Çatışma neredeyse kaçınılmaz olduğu için, kalabalıklar belli olduğu ve denge de belli olduğu için, şimdi değil ama 1973 savaşından bu yana, savaşın sanal sesiyle büyülenenler dikkat kesilerek rejimlerini Amerikan boğasını ezmemeleri konusunda uyardı. Bu bağlamda Profesör Hazım Sağıye bugünkü durumumuzu tanımlarken şöyle diyor: “Doğru olmayan bir gerçekle karşı karşıyayız. Teknik farklılıktan dolayı büyük ikileme bir çözüm olarak şiddeti düşünmek, genel intihara daha yakın duruyor. ABD ve Batı'nın İsrail'e verdiği büyük desteği de eklediğimizde, intihar yeterli olmayan güzel bir tanım haline geliyor.”
İsrail bir kez daha ve belki de son kez olmayacak şekilde, kendisiyle yüzleşmek isteyenleri kendilerinden önce gelenlerin yaptığı hatalara sürüklüyor. Savaş artık Hamas'a karşı değil; Filistin davasını tasfiye etmek için sürüyor. Destek savaşı düşmanı geri çekilmeye zorlamadı. Tahran'ın ateşkes karşılığında karşılık verme teklifinin de müzakere masasında bir yeri olmadı. Bu siyasi ve stratejik hesaplar yerin üstünde yaşayanlar ile yerin altında yaşayanlar arasında farklılık gösteriyor. Yerin altındakiler için hayatta kalmak bir zaferdir. Bizler, yani yerin üstündekiler ise yeni bir gerilemenin eşiğindeyiz. 1967'de olduğu gibi, bu da uzun süre izlerini bırakacak. Bu izleri sadece bedenlerimizde değil, hayallerimizde, özgürlüğümüzde, vatanlarımızın kurtuluşunda, Filistinlilerin haklarının iadesinde, hafızamızda, dilimizde ve kültürümüzde göreceğiz. Radvâ Âşûr'un Tantûralı Kadın’ından Necip Mahfuz'un Nil Üstünde Gevezelik eserine kadar bunu gördük. Belki bir gün Lübnanlı bir romancı da ‘Litani'de Gevezelik’ diye bir roman yazar.
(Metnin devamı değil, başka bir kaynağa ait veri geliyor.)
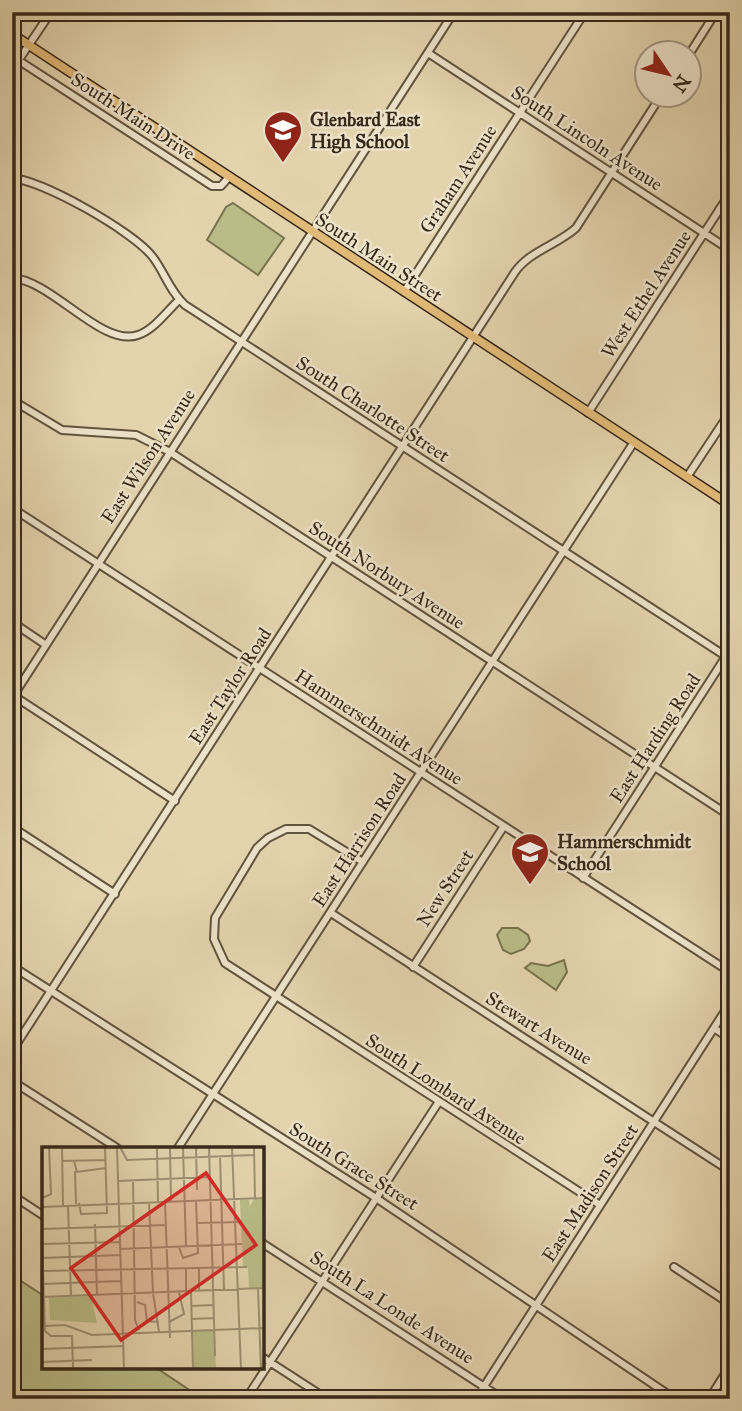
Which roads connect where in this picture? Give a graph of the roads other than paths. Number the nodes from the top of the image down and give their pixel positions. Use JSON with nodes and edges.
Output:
{"nodes":[{"id":1,"x":51,"y":12,"type":"edge"},
{"id":2,"x":454,"y":12,"type":"edge"},
{"id":3,"x":585,"y":12,"type":"edge"},
{"id":4,"x":716,"y":12,"type":"edge"},
{"id":5,"x":12,"y":34,"type":"edge"},
{"id":6,"x":699,"y":38,"type":"edge"},
{"id":7,"x":29,"y":45,"type":"junction"},
{"id":8,"x":428,"y":53,"type":"junction"},
{"id":9,"x":18,"y":61,"type":"junction"},
{"id":10,"x":12,"y":70,"type":"edge"},
{"id":11,"x":653,"y":108,"type":"edge"},
{"id":12,"x":520,"y":113,"type":"junction"},
{"id":13,"x":612,"y":173,"type":"junction"},
{"id":14,"x":229,"y":177,"type":"junction"},
{"id":15,"x":12,"y":178,"type":"edge"},
{"id":16,"x":730,"y":192,"type":"edge"},
{"id":17,"x":311,"y":232,"type":"junction"},
{"id":18,"x":704,"y":233,"type":"junction"},
{"id":19,"x":730,"y":250,"type":"edge"},
{"id":20,"x":12,"y":278,"type":"edge"},
{"id":21,"x":404,"y":292,"type":"junction"},
{"id":22,"x":179,"y":300,"type":"junction"},
{"id":23,"x":474,"y":338,"type":"junction"},
{"id":24,"x":241,"y":341,"type":"junction"},
{"id":25,"x":12,"y":400,"type":"edge"},
{"id":26,"x":730,"y":412,"type":"edge"},
{"id":27,"x":588,"y":413,"type":"junction"},
{"id":28,"x":634,"y":442,"type":"junction"},
{"id":29,"x":402,"y":447,"type":"junction"},
{"id":30,"x":170,"y":452,"type":"junction"},
{"id":31,"x":687,"y":477,"type":"junction"},
{"id":32,"x":730,"y":505,"type":"edge"},
{"id":33,"x":12,"y":508,"type":"edge"},
{"id":34,"x":564,"y":552,"type":"junction"},
{"id":35,"x":332,"y":558,"type":"junction"},
{"id":36,"x":98,"y":563,"type":"junction"},
{"id":37,"x":12,"y":622,"type":"edge"},
{"id":38,"x":46,"y":645,"type":"junction"},
{"id":39,"x":728,"y":656,"type":"edge"},
{"id":40,"x":493,"y":664,"type":"junction"},
{"id":41,"x":260,"y":669,"type":"junction"},
{"id":42,"x":13,"y":697,"type":"edge"},
{"id":43,"x":654,"y":768,"type":"junction"},
{"id":44,"x":421,"y":773,"type":"junction"},
{"id":45,"x":175,"y":801,"type":"junction"},
{"id":46,"x":730,"y":816,"type":"edge"},
{"id":47,"x":503,"y":826,"type":"junction"},
{"id":48,"x":12,"y":827,"type":"edge"},
{"id":49,"x":363,"y":862,"type":"junction"},
{"id":50,"x":583,"y":878,"type":"junction"},
{"id":51,"x":115,"y":894,"type":"junction"},
{"id":52,"x":331,"y":913,"type":"junction"},
{"id":53,"x":12,"y":967,"type":"edge"},
{"id":54,"x":413,"y":967,"type":"junction"},
{"id":55,"x":730,"y":972,"type":"edge"},
{"id":56,"x":50,"y":991,"type":"junction"},
{"id":57,"x":276,"y":999,"type":"junction"},
{"id":58,"x":730,"y":1003,"type":"edge"},
{"id":59,"x":713,"y":1028,"type":"junction"},
{"id":60,"x":730,"y":1039,"type":"edge"},
{"id":61,"x":12,"y":1051,"type":"edge"},
{"id":62,"x":12,"y":1081,"type":"edge"},
{"id":63,"x":212,"y":1096,"type":"junction"},
{"id":64,"x":438,"y":1103,"type":"junction"},
{"id":65,"x":655,"y":1120,"type":"junction"},
{"id":66,"x":114,"y":1147,"type":"edge"},
{"id":67,"x":179,"y":1147,"type":"edge"},
{"id":68,"x":730,"y":1171,"type":"edge"},
{"id":69,"x":12,"y":1195,"type":"edge"},
{"id":70,"x":376,"y":1198,"type":"junction"},
{"id":71,"x":600,"y":1206,"type":"junction"},
{"id":72,"x":42,"y":1215,"type":"edge"},
{"id":73,"x":264,"y":1244,"type":"edge"},
{"id":74,"x":674,"y":1267,"type":"dead end"},
{"id":75,"x":322,"y":1281,"type":"junction"},
{"id":76,"x":538,"y":1304,"type":"junction"},
{"id":77,"x":730,"y":1304,"type":"edge"},
{"id":78,"x":264,"y":1358,"type":"edge"},
{"id":79,"x":270,"y":1362,"type":"junction"},
{"id":80,"x":730,"y":1366,"type":"edge"},
{"id":81,"x":484,"y":1385,"type":"junction"},
{"id":82,"x":246,"y":1399,"type":"edge"},
{"id":83,"x":327,"y":1399,"type":"edge"},
{"id":84,"x":476,"y":1399,"type":"edge"},
{"id":85,"x":503,"y":1399,"type":"edge"},
{"id":86,"x":675,"y":1399,"type":"edge"},
{"id":87,"x":709,"y":1399,"type":"edge"}],
"edges":[{"from":1,"to":7,"type":"street"},
{"from":2,"to":8,"type":"street","name":"East Wilson Avenue"},
{"from":3,"to":12,"type":"street","name":"Graham Avenue"},
{"from":4,"to":6,"type":"street"},
{"from":5,"to":7,"type":"main road","name":"South Main Street"},
{"from":7,"to":9,"type":"street"},
{"from":7,"to":14,"type":"main road","name":"South Main Street"},
{"from":8,"to":12,"type":"street","name":"South Lincoln Avenue"},
{"from":8,"to":17,"type":"street","name":"East Wilson Avenue"},
{"from":9,"to":10,"type":"street"},
{"from":9,"to":14,"type":"street","name":"South Main Drive"},
{"from":11,"to":13,"type":"street","name":"East Taylor Road"},
{"from":12,"to":13,"type":"street","name":"South Lincoln Avenue"},
{"from":12,"to":21,"type":"street","name":"Graham Avenue"},
{"from":13,"to":18,"type":"street","name":"South Lincoln Avenue"},
{"from":13,"to":23,"type":"street","name":"East Taylor Road"},
{"from":14,"to":17,"type":"main road","name":"South Main Street"},
{"from":15,"to":22,"type":"street","name":"South Charlotte Street"},
{"from":16,"to":18,"type":"street","name":"West Ethel Avenue"},
{"from":17,"to":21,"type":"main road","name":"South Main Street"},
{"from":17,"to":24,"type":"street","name":"East Wilson Avenue"},
{"from":18,"to":19,"type":"street","name":"South Lincoln Avenue"},
{"from":18,"to":27,"type":"street","name":"West Ethel Avenue"},
{"from":20,"to":22,"type":"street"},
{"from":21,"to":23,"type":"main road","name":"South Main Street"},
{"from":22,"to":24,"type":"street","name":"South Charlotte Street"},
{"from":23,"to":27,"type":"main road","name":"South Main Street"},
{"from":23,"to":29,"type":"street","name":"East Taylor Road"},
{"from":24,"to":29,"type":"street","name":"South Charlotte Street"},
{"from":24,"to":30,"type":"street","name":"East Wilson Avenue"},
{"from":25,"to":30,"type":"street","name":"South Norbury Avenue"},
{"from":26,"to":31,"type":"street"},
{"from":27,"to":28,"type":"main road","name":"South Main Street"},
{"from":28,"to":31,"type":"main road","name":"South Main Street"},
{"from":28,"to":34,"type":"street","name":"East Harrison Road"},
{"from":29,"to":34,"type":"street","name":"South Charlotte Street"},
{"from":29,"to":35,"type":"street","name":"East Taylor Road"},
{"from":30,"to":35,"type":"street","name":"South Norbury Avenue"},
{"from":30,"to":36,"type":"street","name":"East Wilson Avenue"},
{"from":31,"to":32,"type":"main road","name":"South Main Street"},
{"from":33,"to":36,"type":"street","name":"Hammerschmidt Avenue"},
{"from":34,"to":39,"type":"street","name":"South Charlotte Street"},
{"from":34,"to":40,"type":"street","name":"East Harrison Road"},
{"from":35,"to":40,"type":"street","name":"South Norbury Avenue"},
{"from":35,"to":41,"type":"street","name":"East Taylor Road"},
{"from":36,"to":38,"type":"street","name":"East Wilson Avenue"},
{"from":36,"to":41,"type":"street","name":"Hammerschmidt Avenue"},
{"from":37,"to":38,"type":"street"},
{"from":38,"to":42,"type":"street","name":"East Wilson Avenue"},
{"from":39,"to":43,"type":"street","name":"East Harding Road"},
{"from":40,"to":43,"type":"street","name":"South Norbury Avenue"},
{"from":40,"to":44,"type":"street","name":"East Harrison Road"},
{"from":41,"to":44,"type":"street","name":"Hammerschmidt Avenue"},
{"from":41,"to":45,"type":"street","name":"East Taylor Road"},
{"from":42,"to":45,"type":"street"},
{"from":43,"to":46,"type":"street","name":"South Norbury Avenue"},
{"from":43,"to":50,"type":"street","name":"East Harding Road"},
{"from":44,"to":47,"type":"street","name":"Hammerschmidt Avenue"},
{"from":44,"to":49,"type":"street","name":"East Harrison Road"},
{"from":45,"to":51,"type":"street","name":"East Taylor Road"},
{"from":47,"to":50,"type":"street","name":"Hammerschmidt Avenue"},
{"from":47,"to":54,"type":"street","name":"New Street"},
{"from":48,"to":51,"type":"street"},
{"from":49,"to":52,"type":"street","name":"East Harrison Road"},
{"from":49,"to":57,"type":"street","name":"South Lombard Avenue"},
{"from":50,"to":55,"type":"street","name":"Hammerschmidt Avenue"},
{"from":51,"to":56,"type":"street","name":"East Taylor Road"},
{"from":52,"to":54,"type":"street","name":"Stewart Avenue"},
{"from":52,"to":57,"type":"street","name":"East Harrison Road"},
{"from":53,"to":56,"type":"street","name":"South Grace Street"},
{"from":54,"to":65,"type":"street","name":"Stewart Avenue"},
{"from":56,"to":61,"type":"street","name":"East Taylor Road"},
{"from":56,"to":63,"type":"street","name":"South Grace Street"},
{"from":57,"to":63,"type":"street","name":"East Harrison Road"},
{"from":57,"to":64,"type":"street","name":"South Lombard Avenue"},
{"from":58,"to":59,"type":"street","name":"East Madison Street"},
{"from":59,"to":60,"type":"street"},
{"from":59,"to":65,"type":"street","name":"East Madison Street"},
{"from":62,"to":66,"type":"street"},
{"from":63,"to":67,"type":"street","name":"East Harrison Road"},
{"from":63,"to":70,"type":"street","name":"South Grace Street"},
{"from":64,"to":70,"type":"street"},
{"from":64,"to":71,"type":"street","name":"South Lombard Avenue"},
{"from":65,"to":68,"type":"street","name":"Stewart Avenue"},
{"from":65,"to":71,"type":"street","name":"East Madison Street"},
{"from":69,"to":72,"type":"street"},
{"from":70,"to":75,"type":"street"},
{"from":70,"to":76,"type":"street","name":"South Grace Street"},
{"from":71,"to":76,"type":"street","name":"East Madison Street"},
{"from":73,"to":75,"type":"street","name":"South La Londe Avenue"},
{"from":74,"to":77,"type":"street"},
{"from":75,"to":79,"type":"street"},
{"from":75,"to":81,"type":"street","name":"South La Londe Avenue"},
{"from":76,"to":81,"type":"street","name":"East Madison Street"},
{"from":76,"to":86,"type":"street","name":"South Grace Street"},
{"from":78,"to":79,"type":"street"},
{"from":79,"to":82,"type":"street"},
{"from":79,"to":83,"type":"street"},
{"from":80,"to":87,"type":"street"},
{"from":81,"to":84,"type":"street","name":"East Madison Street"},
{"from":81,"to":85,"type":"street","name":"South La Londe Avenue"}]}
Evet, sesimiz savaşın sesinden daha gür çıkıyor. Çünkü vatanımızdan geriye kalanları kaybetmek istemiyoruz. Filistin'i sonsuza kadar kaybetmek istemiyoruz. Öfkeli Amerikan boğasıyla kafa kafaya gelmekten kaçınmak Filistin için daha iyidir. ABD, Gazze Şeridi'ndeki soykırım trajedisinin canlı yayınlanan sahnelerini, Batı Şeria'daki günlük öldürme ve baskıları aynı şekilde Güney Lübnan'daki yıkım ve yerinden edilmeyi görmezden geldi. İstediğini elde edebilmek için tek müttefikine istediği her şeyi verdi. Binyamin Netanyahu ise müzakere kapılarını kapattı ve başka kapılar açtı…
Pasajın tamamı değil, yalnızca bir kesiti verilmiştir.